↓↓↓
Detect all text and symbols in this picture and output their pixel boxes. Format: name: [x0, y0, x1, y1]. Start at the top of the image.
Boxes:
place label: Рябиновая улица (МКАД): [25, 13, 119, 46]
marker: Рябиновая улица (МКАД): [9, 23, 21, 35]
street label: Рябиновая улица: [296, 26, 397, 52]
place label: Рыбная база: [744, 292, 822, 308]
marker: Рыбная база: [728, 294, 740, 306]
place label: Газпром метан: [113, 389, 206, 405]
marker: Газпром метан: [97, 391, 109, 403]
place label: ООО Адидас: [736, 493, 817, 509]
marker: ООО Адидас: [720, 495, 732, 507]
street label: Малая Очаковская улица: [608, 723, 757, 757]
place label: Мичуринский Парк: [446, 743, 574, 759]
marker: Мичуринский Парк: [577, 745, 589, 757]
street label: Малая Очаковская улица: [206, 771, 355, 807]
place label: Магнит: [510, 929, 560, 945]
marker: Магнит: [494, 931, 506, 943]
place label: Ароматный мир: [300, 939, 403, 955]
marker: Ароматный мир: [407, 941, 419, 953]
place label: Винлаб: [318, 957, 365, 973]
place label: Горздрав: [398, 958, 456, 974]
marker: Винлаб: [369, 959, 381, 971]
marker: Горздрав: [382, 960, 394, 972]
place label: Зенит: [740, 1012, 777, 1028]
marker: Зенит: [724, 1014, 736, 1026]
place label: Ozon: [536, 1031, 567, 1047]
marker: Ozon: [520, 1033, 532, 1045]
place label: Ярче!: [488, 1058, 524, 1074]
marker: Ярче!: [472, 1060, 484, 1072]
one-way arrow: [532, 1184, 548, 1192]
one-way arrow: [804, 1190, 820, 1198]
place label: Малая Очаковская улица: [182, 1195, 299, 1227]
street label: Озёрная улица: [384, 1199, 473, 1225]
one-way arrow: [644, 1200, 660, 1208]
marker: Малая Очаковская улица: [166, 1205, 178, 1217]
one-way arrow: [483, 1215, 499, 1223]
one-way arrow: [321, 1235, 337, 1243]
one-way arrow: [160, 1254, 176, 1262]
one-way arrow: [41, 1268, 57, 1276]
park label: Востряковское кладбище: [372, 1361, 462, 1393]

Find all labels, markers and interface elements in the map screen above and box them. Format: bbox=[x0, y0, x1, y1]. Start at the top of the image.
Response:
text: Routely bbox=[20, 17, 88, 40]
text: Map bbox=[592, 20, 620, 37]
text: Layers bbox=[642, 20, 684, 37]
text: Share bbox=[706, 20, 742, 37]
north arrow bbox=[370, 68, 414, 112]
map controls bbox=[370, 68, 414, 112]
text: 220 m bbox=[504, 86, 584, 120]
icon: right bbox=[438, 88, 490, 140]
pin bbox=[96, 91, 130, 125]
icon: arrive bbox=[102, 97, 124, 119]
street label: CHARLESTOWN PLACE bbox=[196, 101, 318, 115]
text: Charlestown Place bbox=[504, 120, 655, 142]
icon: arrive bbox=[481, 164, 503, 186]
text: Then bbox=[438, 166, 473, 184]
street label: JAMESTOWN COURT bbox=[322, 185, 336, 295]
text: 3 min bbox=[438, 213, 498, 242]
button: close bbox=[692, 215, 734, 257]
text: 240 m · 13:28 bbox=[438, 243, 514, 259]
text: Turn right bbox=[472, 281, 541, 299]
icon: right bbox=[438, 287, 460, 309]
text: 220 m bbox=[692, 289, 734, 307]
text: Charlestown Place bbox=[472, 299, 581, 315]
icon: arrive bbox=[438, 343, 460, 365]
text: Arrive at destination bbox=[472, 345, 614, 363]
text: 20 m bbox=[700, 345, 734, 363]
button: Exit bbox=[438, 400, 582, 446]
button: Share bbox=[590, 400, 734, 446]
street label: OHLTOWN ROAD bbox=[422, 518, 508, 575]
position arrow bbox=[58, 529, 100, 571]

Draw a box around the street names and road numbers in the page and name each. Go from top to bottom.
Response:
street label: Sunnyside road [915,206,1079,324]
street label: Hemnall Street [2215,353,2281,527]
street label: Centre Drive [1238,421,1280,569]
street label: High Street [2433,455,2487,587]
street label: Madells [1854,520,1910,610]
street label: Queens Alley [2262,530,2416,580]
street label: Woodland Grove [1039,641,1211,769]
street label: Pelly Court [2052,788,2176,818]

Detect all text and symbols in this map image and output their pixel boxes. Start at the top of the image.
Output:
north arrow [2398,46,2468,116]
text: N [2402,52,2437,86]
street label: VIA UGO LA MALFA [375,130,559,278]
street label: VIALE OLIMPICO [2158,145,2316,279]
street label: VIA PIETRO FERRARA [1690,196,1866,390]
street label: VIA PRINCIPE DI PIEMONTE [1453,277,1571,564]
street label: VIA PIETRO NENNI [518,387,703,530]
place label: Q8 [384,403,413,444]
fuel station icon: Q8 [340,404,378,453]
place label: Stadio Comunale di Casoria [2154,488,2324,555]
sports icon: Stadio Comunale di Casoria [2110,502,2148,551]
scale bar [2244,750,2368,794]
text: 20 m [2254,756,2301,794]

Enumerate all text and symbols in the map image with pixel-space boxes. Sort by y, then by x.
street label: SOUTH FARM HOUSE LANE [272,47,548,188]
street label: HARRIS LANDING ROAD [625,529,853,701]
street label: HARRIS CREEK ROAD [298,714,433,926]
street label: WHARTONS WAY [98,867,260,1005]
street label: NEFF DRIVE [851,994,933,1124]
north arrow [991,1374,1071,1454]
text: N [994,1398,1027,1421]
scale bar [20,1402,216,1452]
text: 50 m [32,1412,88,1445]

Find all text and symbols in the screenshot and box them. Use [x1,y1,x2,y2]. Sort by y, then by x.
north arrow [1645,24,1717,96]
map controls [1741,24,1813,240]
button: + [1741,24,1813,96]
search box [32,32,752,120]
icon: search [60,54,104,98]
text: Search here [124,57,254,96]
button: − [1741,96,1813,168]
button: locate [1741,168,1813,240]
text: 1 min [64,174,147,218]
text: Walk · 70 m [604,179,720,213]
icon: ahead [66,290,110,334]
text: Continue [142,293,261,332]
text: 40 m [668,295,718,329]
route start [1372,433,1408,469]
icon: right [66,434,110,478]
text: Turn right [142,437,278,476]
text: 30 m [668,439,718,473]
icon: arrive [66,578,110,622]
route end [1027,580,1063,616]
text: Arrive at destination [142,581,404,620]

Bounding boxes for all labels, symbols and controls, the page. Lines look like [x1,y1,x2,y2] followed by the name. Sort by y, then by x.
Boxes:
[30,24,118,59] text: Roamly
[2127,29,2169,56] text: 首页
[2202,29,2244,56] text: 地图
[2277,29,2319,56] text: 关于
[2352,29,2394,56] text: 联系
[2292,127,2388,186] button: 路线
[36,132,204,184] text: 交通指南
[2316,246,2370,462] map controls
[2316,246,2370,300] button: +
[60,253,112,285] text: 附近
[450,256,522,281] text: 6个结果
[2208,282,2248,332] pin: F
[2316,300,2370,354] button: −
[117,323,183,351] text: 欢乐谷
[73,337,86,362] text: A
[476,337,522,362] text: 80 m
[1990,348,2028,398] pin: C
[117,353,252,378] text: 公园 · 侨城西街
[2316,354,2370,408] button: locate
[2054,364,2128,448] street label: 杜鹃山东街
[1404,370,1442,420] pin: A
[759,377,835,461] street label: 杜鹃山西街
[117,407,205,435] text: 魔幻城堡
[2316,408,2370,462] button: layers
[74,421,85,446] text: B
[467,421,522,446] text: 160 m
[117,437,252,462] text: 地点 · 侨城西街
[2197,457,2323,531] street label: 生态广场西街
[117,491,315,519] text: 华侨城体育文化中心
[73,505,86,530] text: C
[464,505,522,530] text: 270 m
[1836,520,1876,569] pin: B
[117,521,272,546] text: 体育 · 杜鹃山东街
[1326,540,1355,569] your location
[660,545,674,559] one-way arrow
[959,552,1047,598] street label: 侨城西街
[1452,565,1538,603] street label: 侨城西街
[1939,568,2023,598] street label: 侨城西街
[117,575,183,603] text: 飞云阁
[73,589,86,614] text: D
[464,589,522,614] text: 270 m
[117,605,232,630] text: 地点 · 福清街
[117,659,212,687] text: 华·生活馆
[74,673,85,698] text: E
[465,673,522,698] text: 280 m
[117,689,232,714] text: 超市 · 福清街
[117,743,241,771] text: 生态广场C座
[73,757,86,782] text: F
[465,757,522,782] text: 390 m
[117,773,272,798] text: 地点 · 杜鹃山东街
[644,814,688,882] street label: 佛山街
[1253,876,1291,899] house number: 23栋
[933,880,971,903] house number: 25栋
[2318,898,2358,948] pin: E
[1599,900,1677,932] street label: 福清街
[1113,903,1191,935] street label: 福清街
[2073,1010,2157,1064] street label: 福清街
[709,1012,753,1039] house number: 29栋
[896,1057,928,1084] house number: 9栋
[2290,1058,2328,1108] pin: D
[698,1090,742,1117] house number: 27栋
↑↑↑
What is expected —
Since only a number is wanted, please say how many lines in the data include the word "база".

Exercise response —
2